GitHub - RyanJHamby/FlowState: Rust-accelerated temporal join engine for quantitative finance ML pipelines

FlowState
Rust-accelerated temporal alignment engine for quantitative finance

Problem

Every quantitative trading firm builds the same internal infrastructure: join heterogeneous market data streams — trades, quotes, bars, signals — into point-in-time correct feature matrices for model training and backtesting. The requirements are always the same:

No look-ahead bias. A trade at time T must only see quotes at time <= T. Violating this invalidates every backtest downstream.
Nanosecond precision. Microsecond timestamps lose ordering information in high-frequency data. Timestamps are int64 nanoseconds, not floats.
Hundreds of symbols, billions of rows. pandas falls over at 10M rows. Polars handles it but treats as-of joins as one operation among hundreds — not the primary design target.
Streaming and batch. Research needs batch replay over historical data. Production needs incremental alignment on live feeds with watermark semantics.
GPU-ready tensors. The output goes into PyTorch or JAX. Every CPU copy between alignment and the GPU is wasted latency.

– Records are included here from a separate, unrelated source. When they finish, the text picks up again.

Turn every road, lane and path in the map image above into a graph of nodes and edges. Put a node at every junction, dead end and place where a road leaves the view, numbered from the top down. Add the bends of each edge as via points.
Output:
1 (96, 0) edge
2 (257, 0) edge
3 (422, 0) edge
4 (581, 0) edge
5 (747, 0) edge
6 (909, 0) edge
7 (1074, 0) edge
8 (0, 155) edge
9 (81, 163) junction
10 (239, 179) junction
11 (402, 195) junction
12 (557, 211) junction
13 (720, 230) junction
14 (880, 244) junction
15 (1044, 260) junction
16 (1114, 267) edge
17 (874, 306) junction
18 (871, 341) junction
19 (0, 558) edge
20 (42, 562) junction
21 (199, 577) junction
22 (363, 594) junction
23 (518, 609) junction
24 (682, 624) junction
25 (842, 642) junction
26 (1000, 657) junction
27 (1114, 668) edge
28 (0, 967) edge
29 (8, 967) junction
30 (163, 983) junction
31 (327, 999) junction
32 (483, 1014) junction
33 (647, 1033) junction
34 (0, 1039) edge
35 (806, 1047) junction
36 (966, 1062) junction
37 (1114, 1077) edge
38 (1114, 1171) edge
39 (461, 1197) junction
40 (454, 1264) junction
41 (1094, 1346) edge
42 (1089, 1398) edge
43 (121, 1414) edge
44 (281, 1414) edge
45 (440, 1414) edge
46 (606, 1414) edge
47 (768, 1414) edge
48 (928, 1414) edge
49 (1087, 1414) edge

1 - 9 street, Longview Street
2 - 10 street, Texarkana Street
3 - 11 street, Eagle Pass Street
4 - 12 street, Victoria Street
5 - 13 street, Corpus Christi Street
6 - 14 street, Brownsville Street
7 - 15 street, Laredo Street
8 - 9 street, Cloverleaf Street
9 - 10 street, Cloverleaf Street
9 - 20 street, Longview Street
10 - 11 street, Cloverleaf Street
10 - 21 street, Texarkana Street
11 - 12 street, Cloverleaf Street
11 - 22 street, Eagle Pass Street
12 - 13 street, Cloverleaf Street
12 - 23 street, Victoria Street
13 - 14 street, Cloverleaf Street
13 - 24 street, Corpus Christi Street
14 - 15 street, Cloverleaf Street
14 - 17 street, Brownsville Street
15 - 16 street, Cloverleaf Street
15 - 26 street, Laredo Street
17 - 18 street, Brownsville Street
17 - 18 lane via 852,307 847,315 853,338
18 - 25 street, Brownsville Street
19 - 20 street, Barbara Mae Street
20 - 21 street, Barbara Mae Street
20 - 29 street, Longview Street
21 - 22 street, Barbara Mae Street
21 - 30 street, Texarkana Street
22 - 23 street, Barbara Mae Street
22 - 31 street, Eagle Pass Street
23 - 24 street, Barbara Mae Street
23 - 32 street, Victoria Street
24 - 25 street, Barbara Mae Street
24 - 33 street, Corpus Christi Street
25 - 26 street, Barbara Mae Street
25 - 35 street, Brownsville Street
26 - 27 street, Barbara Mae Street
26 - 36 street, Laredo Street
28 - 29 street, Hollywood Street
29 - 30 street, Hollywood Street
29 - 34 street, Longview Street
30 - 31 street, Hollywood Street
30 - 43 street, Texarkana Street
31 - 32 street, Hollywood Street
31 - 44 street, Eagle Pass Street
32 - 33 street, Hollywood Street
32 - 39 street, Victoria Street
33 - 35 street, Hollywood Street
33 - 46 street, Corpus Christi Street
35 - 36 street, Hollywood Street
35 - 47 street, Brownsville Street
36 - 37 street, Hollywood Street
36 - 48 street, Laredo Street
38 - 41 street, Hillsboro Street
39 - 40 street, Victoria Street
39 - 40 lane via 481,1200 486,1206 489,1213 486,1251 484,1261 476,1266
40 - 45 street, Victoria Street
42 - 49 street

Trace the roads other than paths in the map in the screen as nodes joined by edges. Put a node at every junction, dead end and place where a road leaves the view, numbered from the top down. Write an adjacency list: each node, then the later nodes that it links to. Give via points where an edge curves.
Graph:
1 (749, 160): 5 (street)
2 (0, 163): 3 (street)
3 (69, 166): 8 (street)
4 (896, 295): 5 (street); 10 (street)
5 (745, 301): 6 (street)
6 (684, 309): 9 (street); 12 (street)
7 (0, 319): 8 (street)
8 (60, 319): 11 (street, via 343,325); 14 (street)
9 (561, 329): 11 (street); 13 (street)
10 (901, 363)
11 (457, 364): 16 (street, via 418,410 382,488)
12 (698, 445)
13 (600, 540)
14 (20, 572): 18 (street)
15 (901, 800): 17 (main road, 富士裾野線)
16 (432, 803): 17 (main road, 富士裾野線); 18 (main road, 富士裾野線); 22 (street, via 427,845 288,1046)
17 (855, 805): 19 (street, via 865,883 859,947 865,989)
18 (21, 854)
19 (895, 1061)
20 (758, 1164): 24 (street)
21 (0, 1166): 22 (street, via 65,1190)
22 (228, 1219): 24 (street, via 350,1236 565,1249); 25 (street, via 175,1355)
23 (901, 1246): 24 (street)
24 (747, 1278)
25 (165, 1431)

FlowState solves this pipeline end-to-end: partitioned storage with three-level pruning, Rust-accelerated temporal joins, streaming watermark alignment, and GPU-direct data feeding — all connected through Apache Arrow zero-copy.

Architecture

                        ┌──────────────────────────────────┐
                        │          Python API               │
                        │  TemporalAligner · StreamingAligner│
                        │  FeatureStore · ReplayEngine       │
                        └──────────────┬───────────────────┘
                                       │ Arrow PyCapsule Interface
                                       │ (zero-copy, no serialization)
                        ┌──────────────▼───────────────────┐
                        │       Rust Core (PyO3)            │
                        │  O(n+m) merge-scan · Rayon parallel│
                        │  Streaming joins · Arrow IPC I/O   │
                        │  6,400 lines · 132 tests           │
                        └──────────────┬───────────────────┘
                                       │
              ┌────────────────────────┼────────────────────────┐
              ▼                        ▼                        ▼
    ┌─────────────────┐    ┌──────────────────┐    ┌──────────────────┐
    │    Storage       │    │    Alignment      │    │   Data Feeding   │
    │ Hive partitions  │    │ As-of join engine │    │ Pinned memory    │
    │ xxhash bucketing │    │ Multi-stream (N×) │    │ kvikio GDS       │
    │ NVMe LRU cache   │    │ Watermark stream  │    │ CUDA streams     │
    │ S3/GCS/Azure     │    │ Batch coalescer   │    │ PyTorch/JAX      │
    └─────────────────┘    └──────────────────┘    └──────────────────┘

Performance

Benchmarked on 1M left × 500K right rows, 1,000 symbols, Apple M-series. Measured against Polars 1.x, the fastest general-purpose option.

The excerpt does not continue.